Task goal>
Your answer must consist of every line from the data below that includes the word "wherever".

----

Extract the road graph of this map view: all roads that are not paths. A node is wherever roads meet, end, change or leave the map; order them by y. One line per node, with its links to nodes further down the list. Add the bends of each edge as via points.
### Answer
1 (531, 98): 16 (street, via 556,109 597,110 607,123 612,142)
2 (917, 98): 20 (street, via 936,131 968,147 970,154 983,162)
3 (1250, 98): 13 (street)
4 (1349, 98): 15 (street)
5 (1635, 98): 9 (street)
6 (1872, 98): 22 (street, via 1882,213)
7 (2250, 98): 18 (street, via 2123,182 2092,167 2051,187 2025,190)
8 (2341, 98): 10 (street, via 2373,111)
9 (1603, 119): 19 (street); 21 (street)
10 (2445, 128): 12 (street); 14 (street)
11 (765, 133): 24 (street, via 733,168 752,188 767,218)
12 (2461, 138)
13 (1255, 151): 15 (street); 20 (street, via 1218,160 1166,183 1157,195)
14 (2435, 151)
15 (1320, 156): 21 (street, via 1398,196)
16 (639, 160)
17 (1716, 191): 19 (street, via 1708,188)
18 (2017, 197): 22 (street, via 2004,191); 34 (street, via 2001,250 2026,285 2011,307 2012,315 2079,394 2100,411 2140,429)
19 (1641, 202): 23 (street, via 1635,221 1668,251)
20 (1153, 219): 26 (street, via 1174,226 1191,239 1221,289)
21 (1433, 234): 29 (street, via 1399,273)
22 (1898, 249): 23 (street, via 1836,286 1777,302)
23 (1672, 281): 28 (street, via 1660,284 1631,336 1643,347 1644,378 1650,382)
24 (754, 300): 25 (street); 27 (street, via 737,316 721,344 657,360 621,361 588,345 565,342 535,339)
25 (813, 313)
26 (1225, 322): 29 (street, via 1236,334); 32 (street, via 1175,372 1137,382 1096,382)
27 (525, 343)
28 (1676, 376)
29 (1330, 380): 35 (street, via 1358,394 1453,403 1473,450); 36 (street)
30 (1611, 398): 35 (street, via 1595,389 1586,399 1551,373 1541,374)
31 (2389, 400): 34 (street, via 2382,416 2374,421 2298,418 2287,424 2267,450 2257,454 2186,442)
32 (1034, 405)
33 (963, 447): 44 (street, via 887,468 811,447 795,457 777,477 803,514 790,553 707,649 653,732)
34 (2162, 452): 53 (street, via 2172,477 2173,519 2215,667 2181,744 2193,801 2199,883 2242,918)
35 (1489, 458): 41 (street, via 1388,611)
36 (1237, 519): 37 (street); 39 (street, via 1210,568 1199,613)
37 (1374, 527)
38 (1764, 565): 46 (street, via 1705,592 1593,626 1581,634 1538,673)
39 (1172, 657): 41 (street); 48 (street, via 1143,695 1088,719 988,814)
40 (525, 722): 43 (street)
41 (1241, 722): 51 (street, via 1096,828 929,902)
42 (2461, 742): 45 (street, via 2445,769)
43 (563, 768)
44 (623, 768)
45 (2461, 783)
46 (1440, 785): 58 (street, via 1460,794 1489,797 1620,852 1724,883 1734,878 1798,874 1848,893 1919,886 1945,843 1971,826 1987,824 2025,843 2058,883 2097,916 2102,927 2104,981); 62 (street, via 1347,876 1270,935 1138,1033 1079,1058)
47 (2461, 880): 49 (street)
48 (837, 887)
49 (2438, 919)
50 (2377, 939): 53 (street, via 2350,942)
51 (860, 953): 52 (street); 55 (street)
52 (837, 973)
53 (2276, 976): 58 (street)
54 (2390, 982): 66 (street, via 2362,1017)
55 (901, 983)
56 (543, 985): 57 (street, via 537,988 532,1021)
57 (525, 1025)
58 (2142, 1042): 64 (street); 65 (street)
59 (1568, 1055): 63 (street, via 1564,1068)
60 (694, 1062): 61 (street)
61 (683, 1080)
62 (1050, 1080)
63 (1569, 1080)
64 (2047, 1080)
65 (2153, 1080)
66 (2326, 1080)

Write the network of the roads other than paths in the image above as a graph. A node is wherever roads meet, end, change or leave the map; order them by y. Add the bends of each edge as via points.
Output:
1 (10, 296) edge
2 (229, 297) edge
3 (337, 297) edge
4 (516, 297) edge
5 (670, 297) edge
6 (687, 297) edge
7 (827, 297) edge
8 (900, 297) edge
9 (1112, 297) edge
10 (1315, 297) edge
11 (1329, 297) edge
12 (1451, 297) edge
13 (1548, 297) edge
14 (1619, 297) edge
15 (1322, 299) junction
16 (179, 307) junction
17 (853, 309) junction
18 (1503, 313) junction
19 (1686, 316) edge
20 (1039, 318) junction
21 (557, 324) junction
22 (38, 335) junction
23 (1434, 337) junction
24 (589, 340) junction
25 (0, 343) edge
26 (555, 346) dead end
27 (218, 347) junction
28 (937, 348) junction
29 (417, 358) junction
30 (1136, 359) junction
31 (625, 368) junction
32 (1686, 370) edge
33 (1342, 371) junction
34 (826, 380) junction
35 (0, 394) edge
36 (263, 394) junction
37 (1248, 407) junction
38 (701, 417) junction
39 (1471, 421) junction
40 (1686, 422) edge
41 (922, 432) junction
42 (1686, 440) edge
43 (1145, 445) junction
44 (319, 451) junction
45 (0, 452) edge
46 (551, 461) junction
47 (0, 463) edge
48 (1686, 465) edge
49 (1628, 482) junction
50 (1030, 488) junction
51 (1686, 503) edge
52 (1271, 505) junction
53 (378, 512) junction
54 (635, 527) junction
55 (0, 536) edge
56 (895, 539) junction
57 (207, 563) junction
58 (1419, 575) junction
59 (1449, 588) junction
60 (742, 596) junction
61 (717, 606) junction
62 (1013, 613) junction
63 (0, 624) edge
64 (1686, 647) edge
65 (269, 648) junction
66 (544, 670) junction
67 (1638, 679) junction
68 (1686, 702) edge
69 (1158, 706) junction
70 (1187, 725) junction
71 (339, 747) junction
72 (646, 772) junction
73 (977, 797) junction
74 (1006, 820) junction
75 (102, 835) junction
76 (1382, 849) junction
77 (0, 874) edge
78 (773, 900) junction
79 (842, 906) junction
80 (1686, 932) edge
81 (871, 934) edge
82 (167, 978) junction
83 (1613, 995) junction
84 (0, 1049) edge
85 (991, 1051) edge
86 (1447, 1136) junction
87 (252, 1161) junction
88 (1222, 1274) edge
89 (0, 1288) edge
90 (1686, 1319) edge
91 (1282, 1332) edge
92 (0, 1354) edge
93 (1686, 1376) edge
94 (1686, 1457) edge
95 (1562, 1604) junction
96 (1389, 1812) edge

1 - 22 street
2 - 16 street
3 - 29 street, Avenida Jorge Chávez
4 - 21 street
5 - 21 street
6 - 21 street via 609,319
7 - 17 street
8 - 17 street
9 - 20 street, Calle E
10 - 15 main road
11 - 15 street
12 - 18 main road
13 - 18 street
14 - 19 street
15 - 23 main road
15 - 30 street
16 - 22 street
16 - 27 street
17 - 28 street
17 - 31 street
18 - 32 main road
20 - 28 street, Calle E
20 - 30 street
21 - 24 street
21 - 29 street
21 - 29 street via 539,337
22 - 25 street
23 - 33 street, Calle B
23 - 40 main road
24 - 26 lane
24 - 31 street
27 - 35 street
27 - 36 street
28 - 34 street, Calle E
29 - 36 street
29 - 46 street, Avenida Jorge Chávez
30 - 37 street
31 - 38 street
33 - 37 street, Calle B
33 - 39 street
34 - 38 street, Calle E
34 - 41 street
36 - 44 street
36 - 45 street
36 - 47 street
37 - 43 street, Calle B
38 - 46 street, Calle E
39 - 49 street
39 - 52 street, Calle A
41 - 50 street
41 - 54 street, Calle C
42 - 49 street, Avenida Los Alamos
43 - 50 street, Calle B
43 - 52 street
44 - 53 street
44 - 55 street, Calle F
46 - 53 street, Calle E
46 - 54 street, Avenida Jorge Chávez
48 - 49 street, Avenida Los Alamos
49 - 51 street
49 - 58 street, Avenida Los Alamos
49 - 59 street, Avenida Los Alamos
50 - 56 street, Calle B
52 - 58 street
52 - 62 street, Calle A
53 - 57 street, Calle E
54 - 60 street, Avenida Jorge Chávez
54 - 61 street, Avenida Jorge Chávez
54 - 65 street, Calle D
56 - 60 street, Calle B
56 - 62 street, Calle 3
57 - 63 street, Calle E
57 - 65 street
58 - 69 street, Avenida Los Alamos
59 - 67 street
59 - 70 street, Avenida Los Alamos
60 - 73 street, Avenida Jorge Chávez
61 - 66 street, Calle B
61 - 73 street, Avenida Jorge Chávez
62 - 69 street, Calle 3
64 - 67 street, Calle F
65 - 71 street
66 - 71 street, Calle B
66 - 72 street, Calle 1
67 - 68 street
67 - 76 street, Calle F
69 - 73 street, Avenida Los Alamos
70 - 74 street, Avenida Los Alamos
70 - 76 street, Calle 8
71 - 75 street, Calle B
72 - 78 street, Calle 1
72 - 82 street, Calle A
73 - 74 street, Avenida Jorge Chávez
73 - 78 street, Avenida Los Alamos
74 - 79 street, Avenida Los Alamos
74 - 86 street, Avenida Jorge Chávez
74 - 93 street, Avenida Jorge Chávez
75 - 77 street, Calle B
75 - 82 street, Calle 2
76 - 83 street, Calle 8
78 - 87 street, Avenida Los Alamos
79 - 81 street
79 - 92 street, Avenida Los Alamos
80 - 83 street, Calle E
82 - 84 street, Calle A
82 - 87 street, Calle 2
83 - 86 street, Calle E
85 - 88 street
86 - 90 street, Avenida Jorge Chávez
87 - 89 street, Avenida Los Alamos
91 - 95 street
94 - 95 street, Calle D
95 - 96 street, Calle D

----

Your response>
Extract the road graph of this map view: all roads that are not paths. A node is wherever roads meet, end, change or leave the map; order them by y. One line per node, with its links to nodes further down the list. Add the bends of each edge as via points.
Write the network of the roads other than paths in the image above as a graph. A node is wherever roads meet, end, change or leave the map; order them by y. Add the bends of each edge as via points.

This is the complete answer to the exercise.